On reflection, I think I know why I have been into Ginger - it's so autumnal: soft, spicy, dancing on the palate. Combine this with a biscuit base, golden syrup and icing sugar. Warms the cockles of your heart.
 
I remember making this when I was 12, in the 'home economics' class at primary school, and it hasn't ever lost it's place in my heart. The recipe is found in the Kiwi Cooking bible, the Edmonds cooking book, found in almost every Kiwi's home. Originally made as a marketing tool for Baking Powder, according to Wikipedia "it remains New Zealand's fastest selling book with over 200,000 copies sold in one year."
 
Such a great cook book; nothing particularily fancy, it's a small wire bound book, smaller than A5; and contains almost every day-to-day cooking recipes you can think of.

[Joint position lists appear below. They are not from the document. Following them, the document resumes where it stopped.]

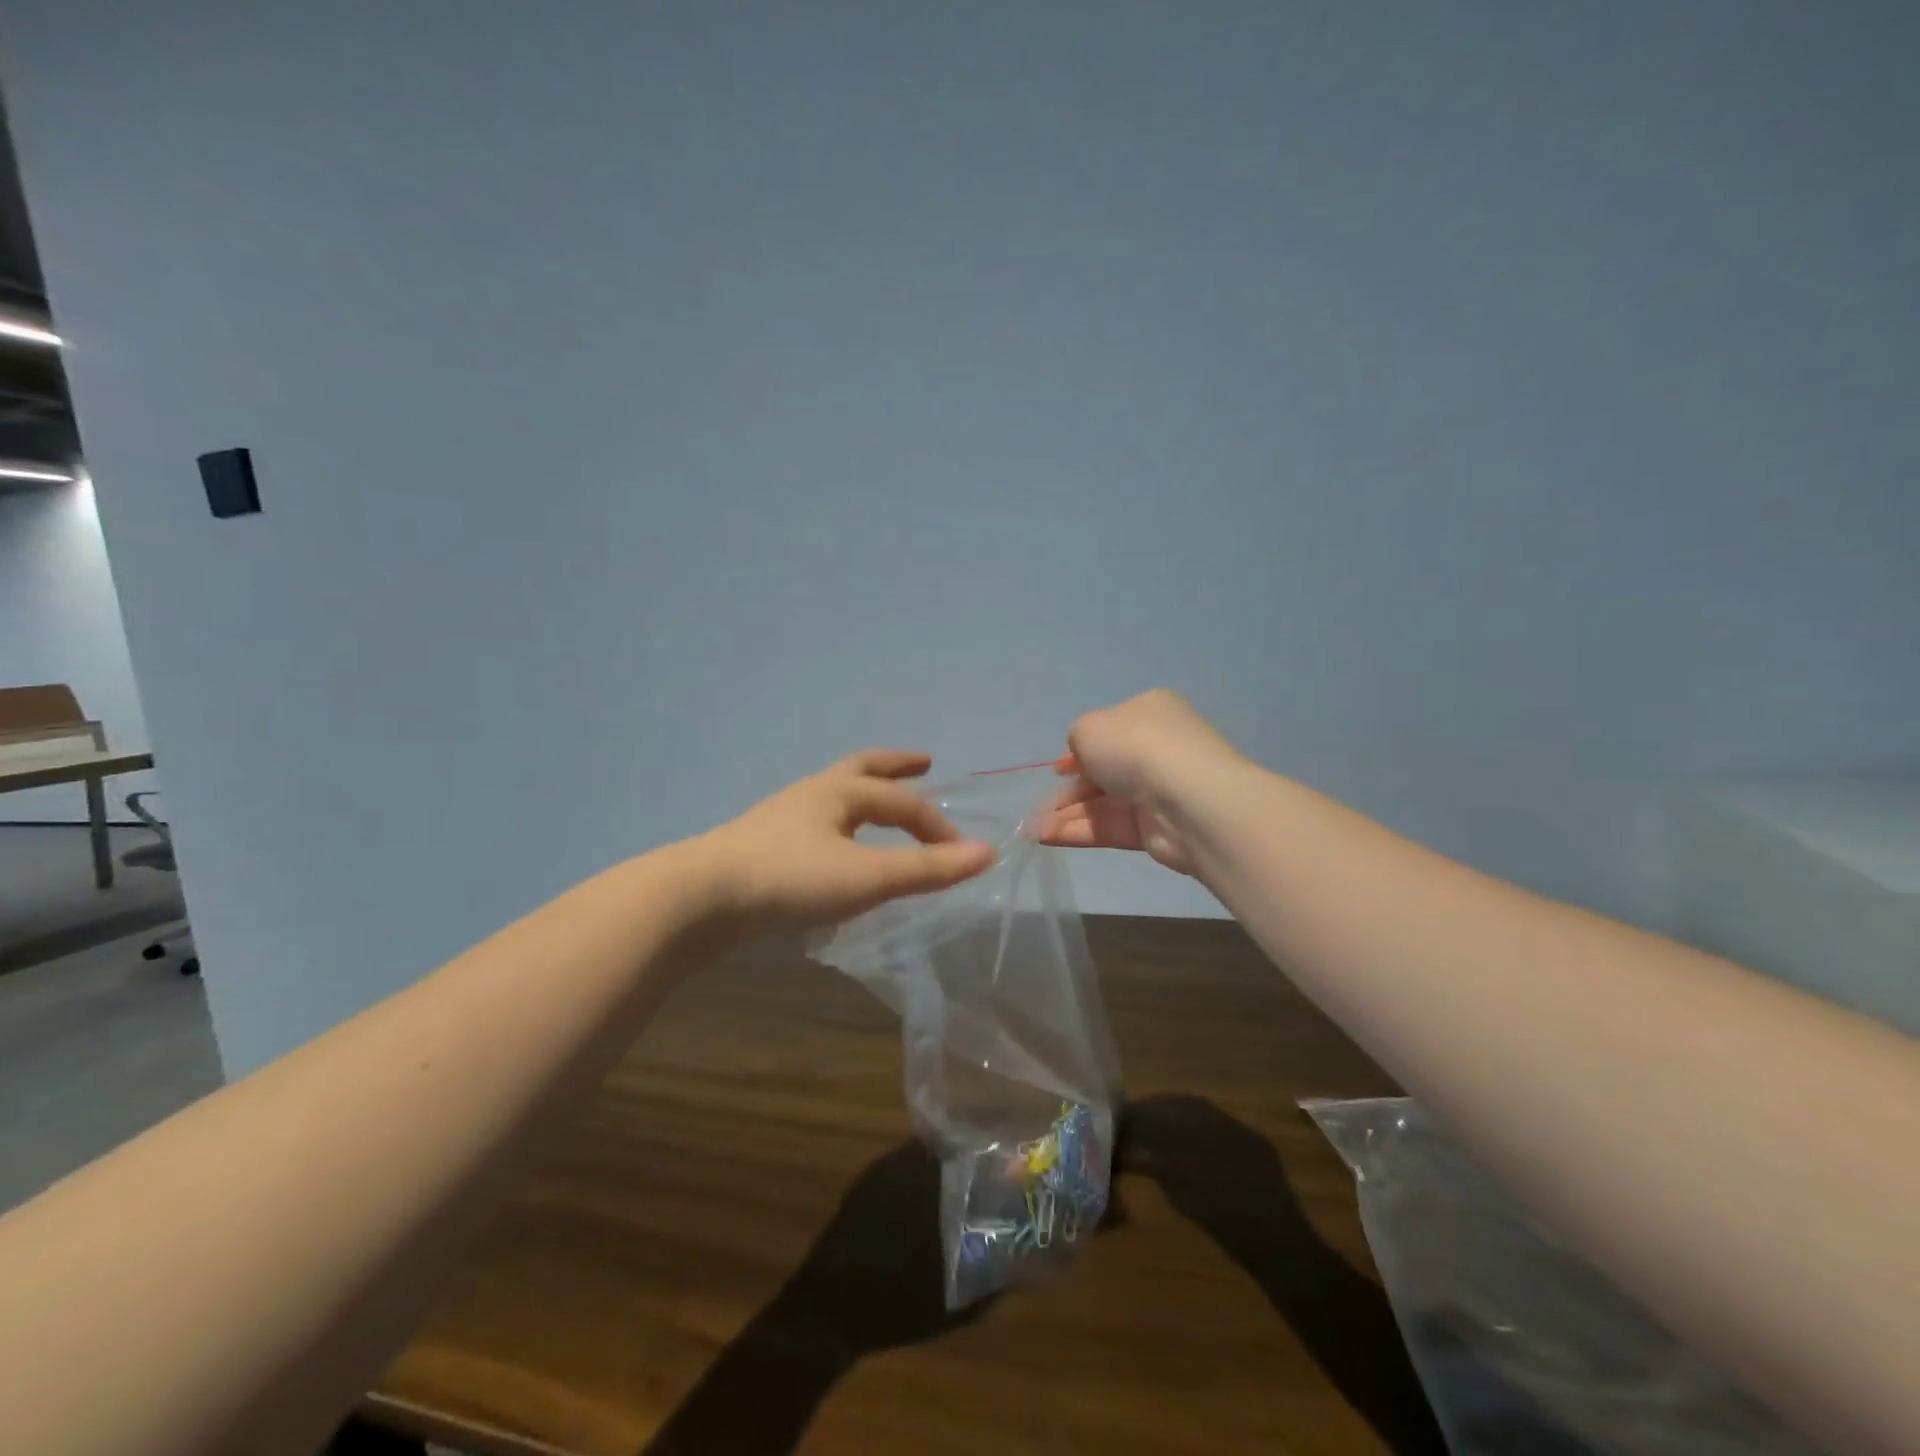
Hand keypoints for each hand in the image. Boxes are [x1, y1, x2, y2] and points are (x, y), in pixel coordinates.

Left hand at [698, 750, 994, 930]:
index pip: (904, 802)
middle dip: (897, 767)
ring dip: (865, 796)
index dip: (937, 827)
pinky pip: (815, 824)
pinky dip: (840, 825)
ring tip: (880, 807)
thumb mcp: (866, 877)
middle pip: (863, 770)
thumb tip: (988, 854)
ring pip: (835, 797)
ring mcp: (784, 818)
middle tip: (923, 761)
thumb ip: (926, 869)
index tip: (961, 856)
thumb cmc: (789, 879)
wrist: (699, 898)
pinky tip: (835, 850)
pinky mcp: (763, 845)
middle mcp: (813, 794)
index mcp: (840, 792)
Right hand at [1037, 689, 1242, 874]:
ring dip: (1067, 814)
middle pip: (1104, 770)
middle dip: (1069, 789)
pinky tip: (1047, 838)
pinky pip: (1111, 827)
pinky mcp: (1155, 828)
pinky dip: (1079, 831)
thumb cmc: (1136, 747)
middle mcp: (1156, 749)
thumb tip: (1082, 761)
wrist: (1188, 800)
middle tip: (1039, 807)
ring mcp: (1158, 791)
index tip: (1056, 770)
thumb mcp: (1089, 727)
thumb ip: (1077, 740)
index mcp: (1148, 713)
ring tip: (1033, 829)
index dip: (1078, 751)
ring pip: (1104, 802)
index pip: (1108, 730)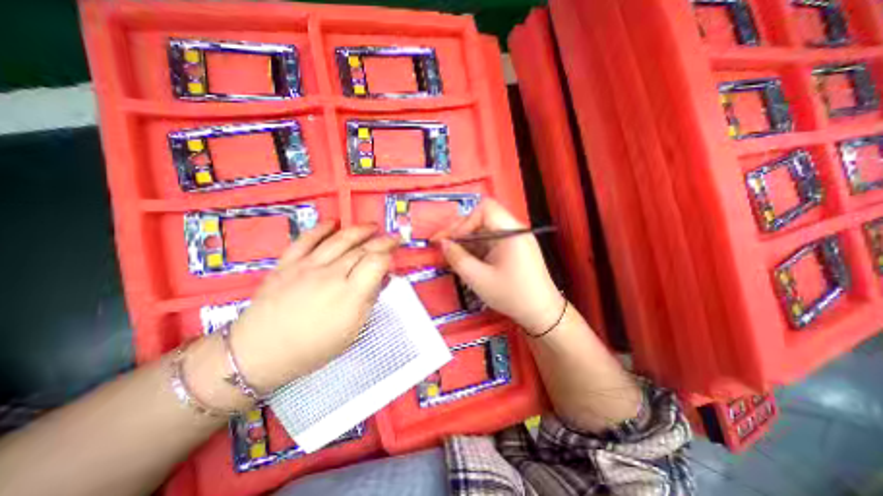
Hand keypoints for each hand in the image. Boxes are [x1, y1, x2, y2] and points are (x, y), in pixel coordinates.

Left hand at [227, 222, 396, 392]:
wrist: (258, 353)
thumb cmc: (312, 348)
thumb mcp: (351, 332)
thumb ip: (369, 301)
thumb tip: (383, 279)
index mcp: (349, 295)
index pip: (376, 263)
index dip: (389, 256)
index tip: (394, 257)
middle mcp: (331, 275)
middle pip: (362, 249)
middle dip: (382, 241)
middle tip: (394, 236)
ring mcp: (307, 266)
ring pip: (339, 240)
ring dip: (359, 229)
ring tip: (372, 225)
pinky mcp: (288, 263)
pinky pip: (307, 239)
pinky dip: (322, 228)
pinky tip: (334, 221)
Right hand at [432, 199, 561, 334]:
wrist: (542, 313)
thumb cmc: (512, 295)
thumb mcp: (478, 279)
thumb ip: (457, 258)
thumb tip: (443, 243)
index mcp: (510, 232)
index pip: (484, 209)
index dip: (464, 221)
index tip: (450, 240)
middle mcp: (514, 230)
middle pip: (483, 218)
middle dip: (461, 231)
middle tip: (444, 246)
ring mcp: (515, 239)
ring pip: (485, 231)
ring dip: (467, 241)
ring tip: (453, 257)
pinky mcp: (514, 248)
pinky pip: (492, 241)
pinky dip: (477, 248)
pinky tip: (468, 261)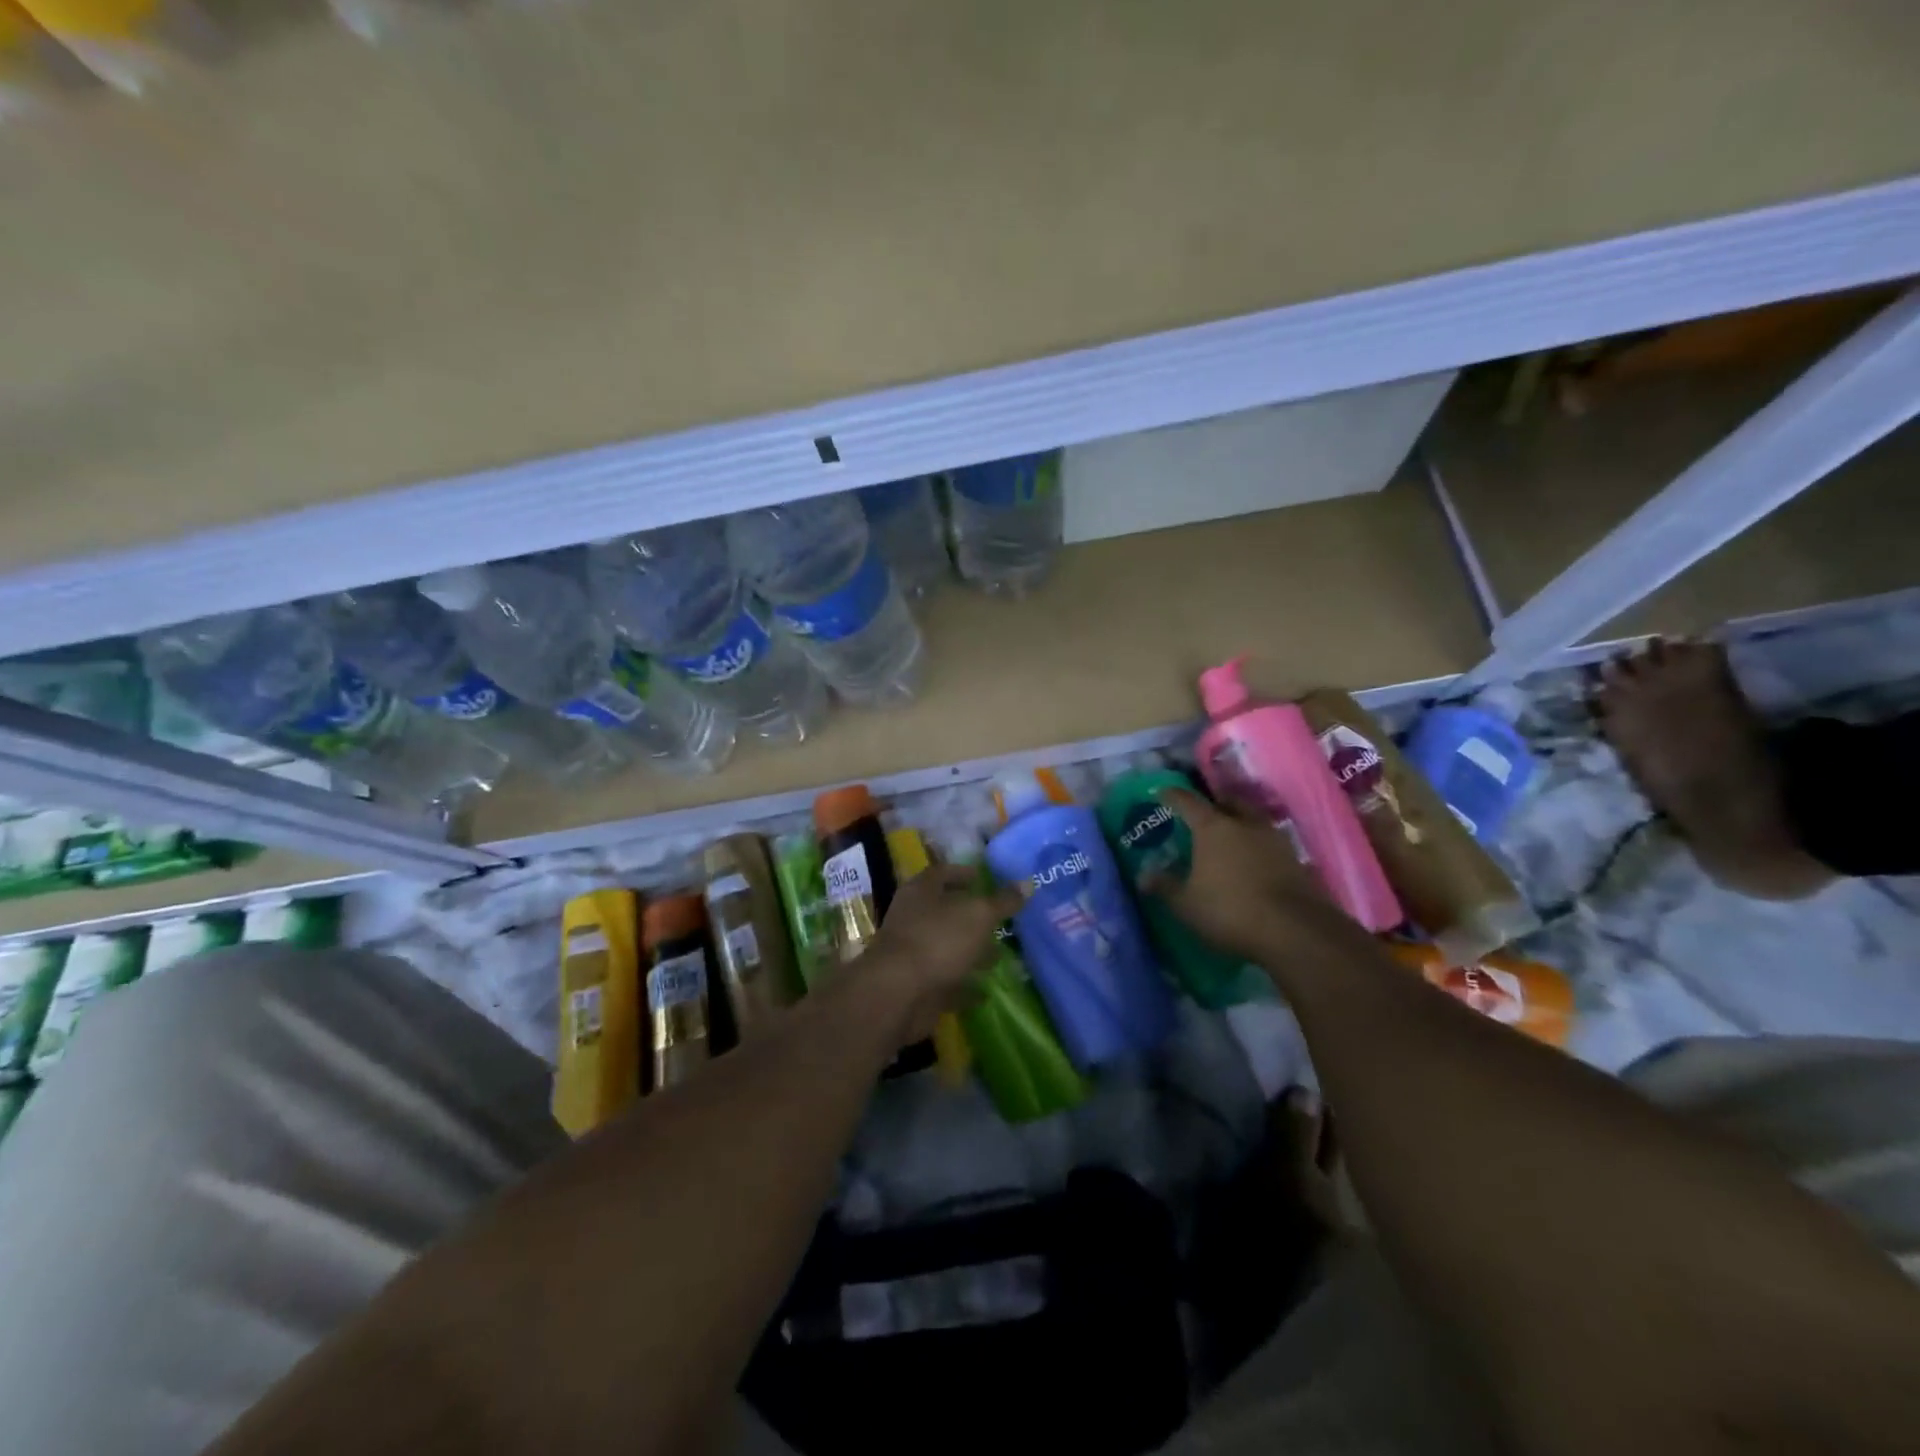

A lovely slice of childhood, perfect with a cup of Tea or Coffee.
 
Ginger Crunch Slice (Original Source)

 
Ingredients:

Slice:
125 g Butter, softened
1/2 cup Sugar
1 1/2 cups standard Plain Flour
1 teaspoon Baking Powder
1 teaspoon Ground Ginger
Icing:
75 g Butter
3/4 cup Icing Sugar
2 tablespoons Golden Syrup
3 teaspoons Ground Ginger

  1. Cream butter and sugar until light and fluffy.
  2. Sift flour, baking powder and ginger together.
  3. Mix into creamed mixture.
  4. Turn dough out onto a lightly floured board. Knead well.
  5. Press dough into a greased 20x30cm sponge roll tin.
  6. Bake at 190C (375F) for 20-25 minutes or until light brown.
  7. When there is about 5 minutes of cooking time left, combine butter, icing sugar, golden syrup and ginger.
  8. Heat until butter is melted, stirring constantly.
  9. Pour hot ginger icing over base while hot and cut into squares before it gets cold.
* I decorated mine with Dark Chocolate melted & drizzled over it. If you love Ginger, you can double both quantities of Ground Ginger in the recipe. Ginger heaven.


I'm submitting this recipe for the December 2012 One Ingredient challenge. Hosted by the Franglais Kitchen and How to Cook Good Food my post is an oldie, but a goodie by Edmonds.


What do you think of Ginger as a sweet - like it or loathe it?